Stablecoins: The Basics
- info122712
- Jan 3
- 2 min read
Stablecoins are a class of digital assets designed to maintain a stable value, most commonly by being pegged to a fiat currency like the US dollar. Unlike traditional cryptocurrencies that experience significant price volatility, stablecoins aim to combine the price stability of cash with the speed, transparency, and programmability of blockchain technology:
24/7 settlement
Instant finality
Global accessibility
Programability
Capital efficiency
These digital assets have become a foundational layer of modern digital finance, enabling everything from crypto trading and cross-border payments to decentralized finance and institutional settlement.

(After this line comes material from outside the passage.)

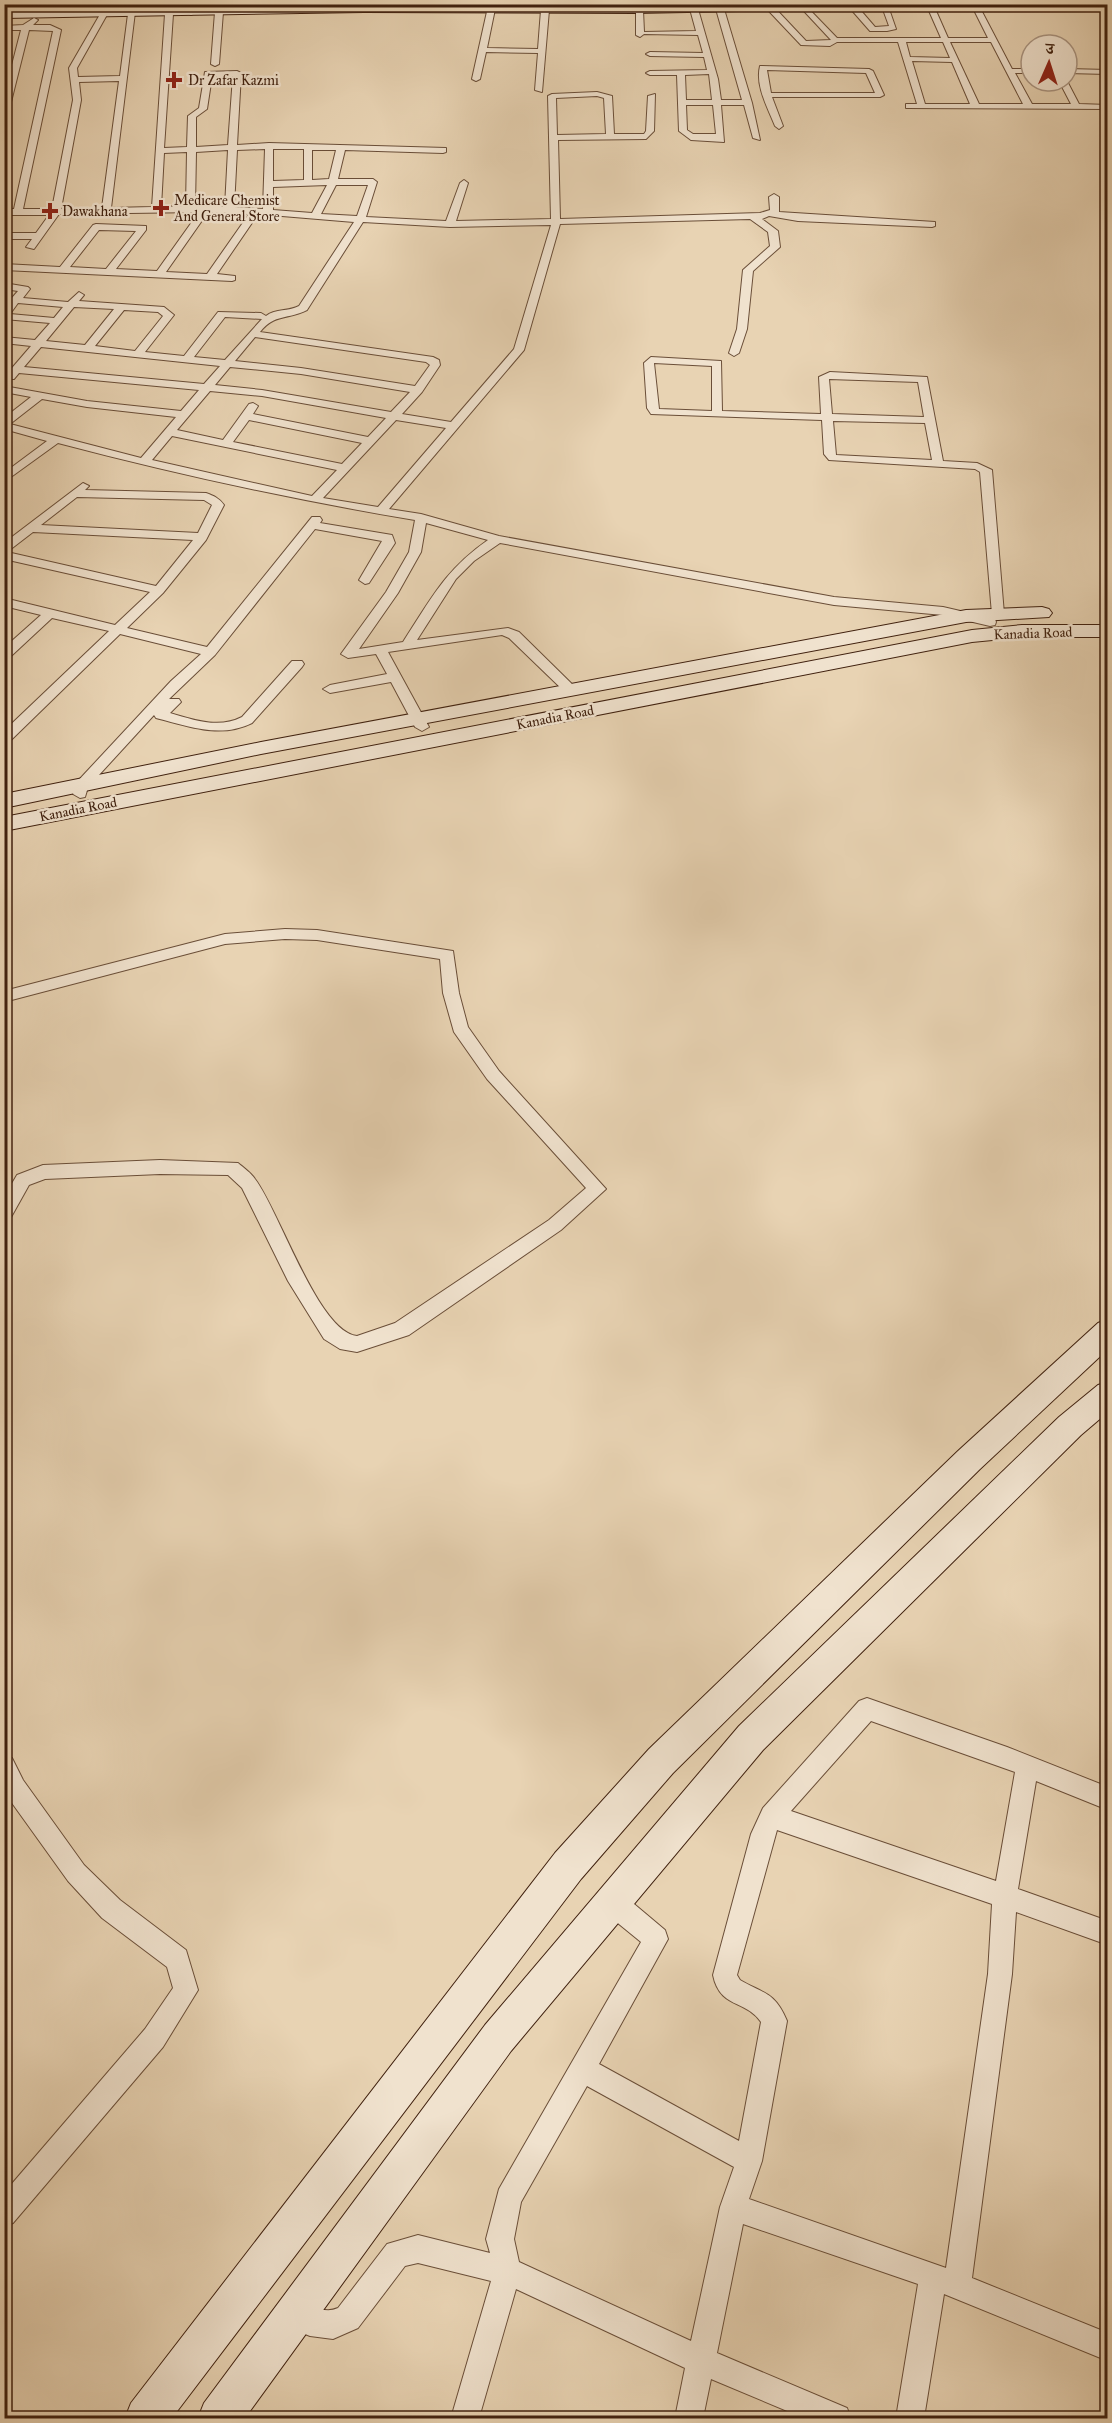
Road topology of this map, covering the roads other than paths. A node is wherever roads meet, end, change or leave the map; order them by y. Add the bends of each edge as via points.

Global stablecoin usage has expanded rapidly, signaling that these assets are now functioning as real financial infrastructure rather than speculative instruments. According to data published by Visa Economic Empowerment Institute, global stablecoin transaction volume increased from over $3.5 trillion in 2023 to more than $5.7 trillion in 2024.

This growth reflects rising adoption across payments, trading, and on-chain settlement, particularly in regions where speed, cost efficiency, and access to US dollar liquidity are critical
At the same time, the total supply of stablecoins has expanded to match this demand. Currently in 2026, total stablecoin supply exceeds $300 billion, following roughly $100 billion of net growth during the previous year. This supply acts as an institutional liquidity float, representing readily deployable capital used for trading, settlement, treasury management, and cross-border flows.

Unlike idle cash in legacy systems, stablecoin balances can be mobilized instantly across exchanges, counterparties, and blockchain networks. The growth of this float underscores why institutions increasingly view stablecoins not just as digital cash equivalents, but as an essential component of modern market structure and OTC liquidity management.